If you’ve watched The X-Files, you’ve been exposed to the types of weird phenomena Fort cataloged, from UFO encounters, to human combustion, to teleportation (a term he originated). The X-Files’ lead agents also could have been inspired by Fort’s indefatigable pursuit of the strange and unexplained, although Fort embodied both Scully and Mulder characteristics in one person, both the skeptic and the believer.
For a figure still so present in contemporary culture, there have been few available resources to learn about this fascinating character. A biography by Damon Knight, seemingly the most authoritative until this, is long out of print. Based on the popularity of the strange and supernatural in TV series, film, and fiction, the appearance of Jim Steinmeyer’s book is well-timed.
Throughout Charles Fort, Steinmeyer strikes a sensible balance between telling Fort’s life story and trying to explicate his life’s work. Accounts of Fort’s disciplinarian father, a successful merchant doling out abuse and other extreme punishment establish both a possible source of Fort’s shyness and aversion to people, and his outrageous theory that we humans “are property.” After escaping from his father’s influence, Fort embarked on an ambitious journey of discovery, traveling the eastern U.S. and overseas to gather experiences for his planned career as a writer.
The “vast capital of impressions of life” that he accrued on these travels, however, was not the basis for Fort’s work that has endured. Rather, it was the substantial portion of his life spent making notes in libraries that informed most of his surviving work, (during periods of depression, Fort destroyed several full manuscripts and countless of his notes). The Book of the Damned, his breakthrough book that was the foundation of the rest of his work, was based on bizarre happenings—mysterious creatures, unidentified flying objects, inexplicable disappearances, rains of fish, frogs, and butter—the data that Science has excluded, which have come to be known collectively as Forteana or Fortean phenomena.
Had he merely offered catalogs of these Forteana, it’s unlikely that Fort would be remembered and read today, much less part of the English language. Interest in Fort has endured due to his presentation of his singular views on the origins and deeper implications of the unusual phenomena, based on a monistic principle that all reality is one entity, and the suspension of judgment regarding the unexplained. He castigated science for dismissing these phenomena, while forcing data to conform to theories in order to explain others.

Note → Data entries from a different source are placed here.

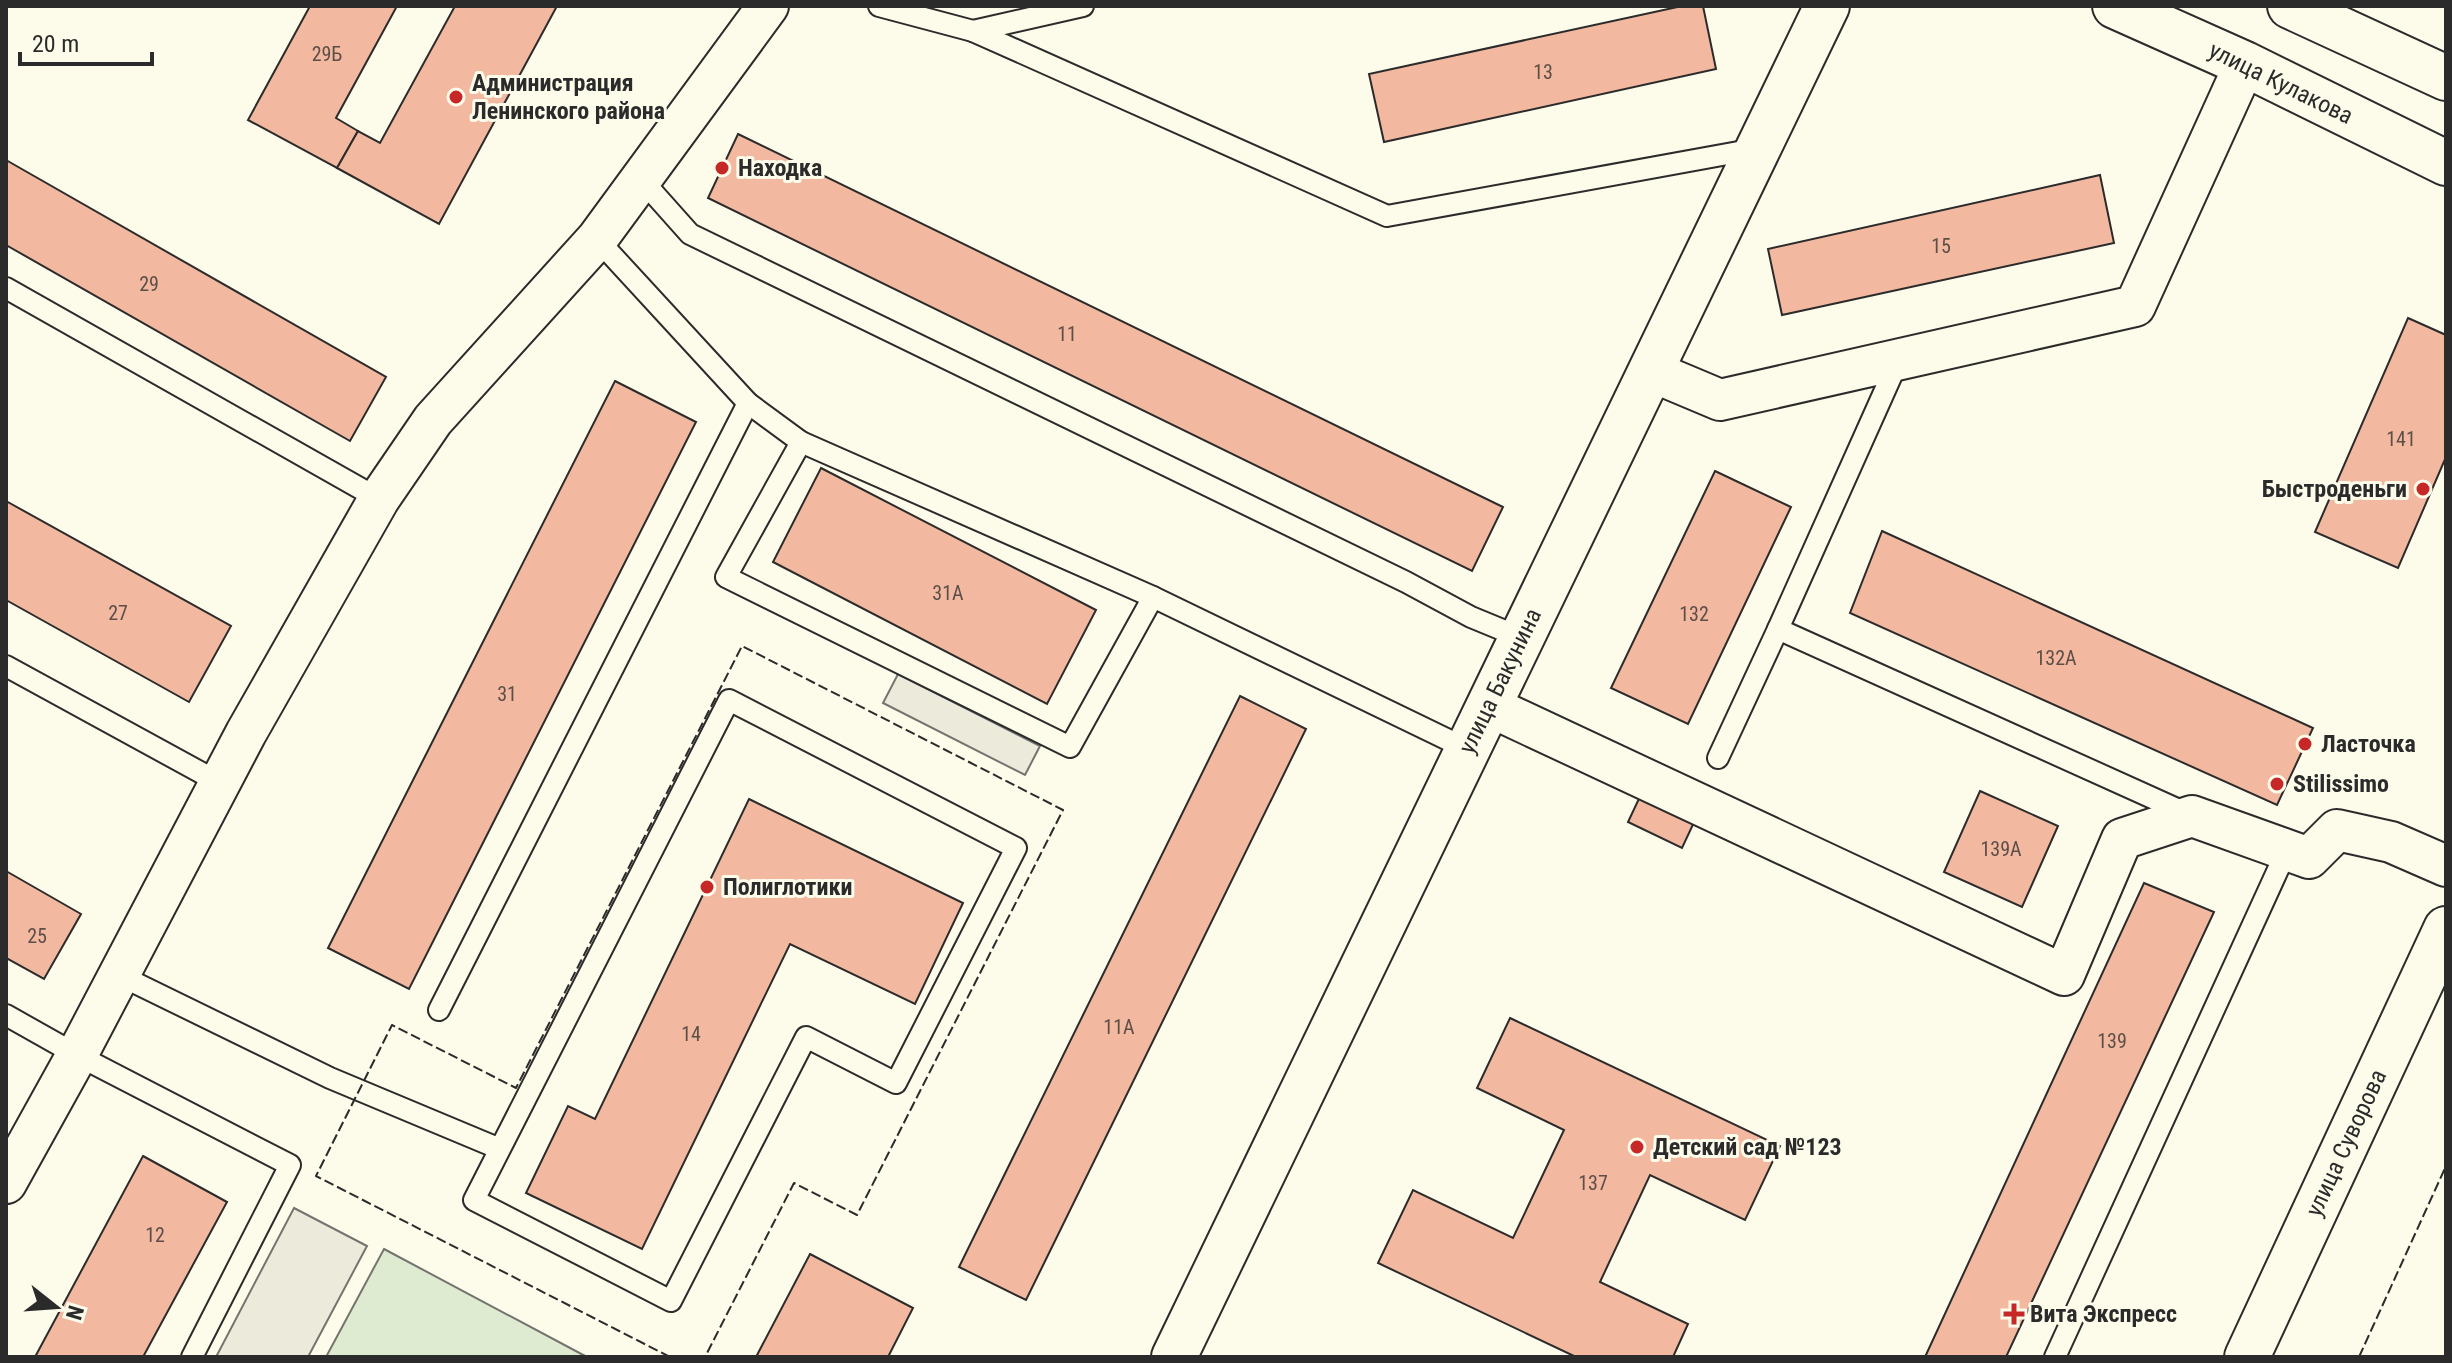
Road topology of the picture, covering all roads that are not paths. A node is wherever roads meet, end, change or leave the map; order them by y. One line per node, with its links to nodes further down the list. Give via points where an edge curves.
1 (768, 6): 12 (street)
2 (879, 6): 7 (lane)
3 (1083, 6): 7 (lane)
4 (1827, 6): 10 (street, улица Бакунина)
5 (2115, 6): 8 (street, улица Кулакова)
6 (2290, 6): 9 (street)
7 (973, 31): 10 (lane, via 1387,216)
8 (2245, 64): 11 (street, улица Кулакова); 15 (street, via 2135,306)
9 (2446, 78)
10 (1759, 148): 16 (street, улица Бакунина)
11 (2446, 163)
12 (641, 179): 13 (street); 22 (lane, via 690,234)
13 (597, 239): 17 (lane); 19 (street, via 433,420)
14 (6, 288): 19 (lane)
15 (1899, 359): 16 (street, via 1720,400); 21 (lane)
16 (1651, 371): 22 (street, улица Бакунина)
17 (748, 403): 18 (lane); 33 (lane)
18 (801, 442): 20 (lane); 20 (lane, via 726,577 1070,747)
19 (379, 499): 27 (street)
20 (1153, 597): 25 (lane)
21 (1778, 629): 26 (lane); 28 (lane)
22 (1522, 638): 24 (street, улица Бакунина)
23 (6, 666): 27 (lane)
24 (1489, 706): 25 (street, улица Бакунина); 28 (street, via 2064,975 2122,839)
25 (1467, 749): 39 (street, улица Бакунина)
26 (1718, 758)
27 (220, 783): 32 (street)
28 (2192, 816): 29 (street)
29 (2287, 850): 30 (street, via 2309,858 2337,830 2391,842); 40 (lane)
30 (2446, 866)
31 (2446, 929): 41 (street, улица Суворова)
32 (119, 975): 35 (street); 36 (lane, via 330,1078)
33 (439, 1010)
34 (6, 1015): 35 (lane)
35 (77, 1055): 37 (street); 38 (lane, via 290,1165)
36 (500, 1149): 36 (lane, via 474,1200 671,1301 806,1037 896,1083 1016,848 729,700)
37 (6, 1183)
38 (192, 1357)
39 (1174, 1357)
40 (2055, 1357)
41 (2247, 1357)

While the hyperbolic designation, “Man Who Invented the Supernatural,” is eye-catching, it is also slightly misleading. Charles Fort, with his rejection of dogma of most varieties, is more appropriately, “The Patron Saint of Skeptics.” Many of the theories he proposes are so outrageous it’s hard to believe even Fort himself expected us to swallow them. Surely he is giving his readers the knowing wink of the satirist when he suggests, for example, a “Super-Sargasso Sea” in the sky that rains down all those objects that science can’t account for falling from the sky. If Fort was genuine in advancing his theories for the unexplained, of course, will never be known with certainty, although he did disavow (like a true skeptic), “the products of minds . . . [as] subject matter for belief,” stating, “I believe nothing of my own that I have written.”
Steinmeyer’s book doesn’t definitively answer the question it poses—whether Fort was a genius or a crank— nor does it set out to. Only Fort’s writing, much of which is still available, might provide the right data to accurately categorize him. Charles Fort does serve as a useful introduction to an intriguing, largely unknown figure that has had such unique influence on popular culture.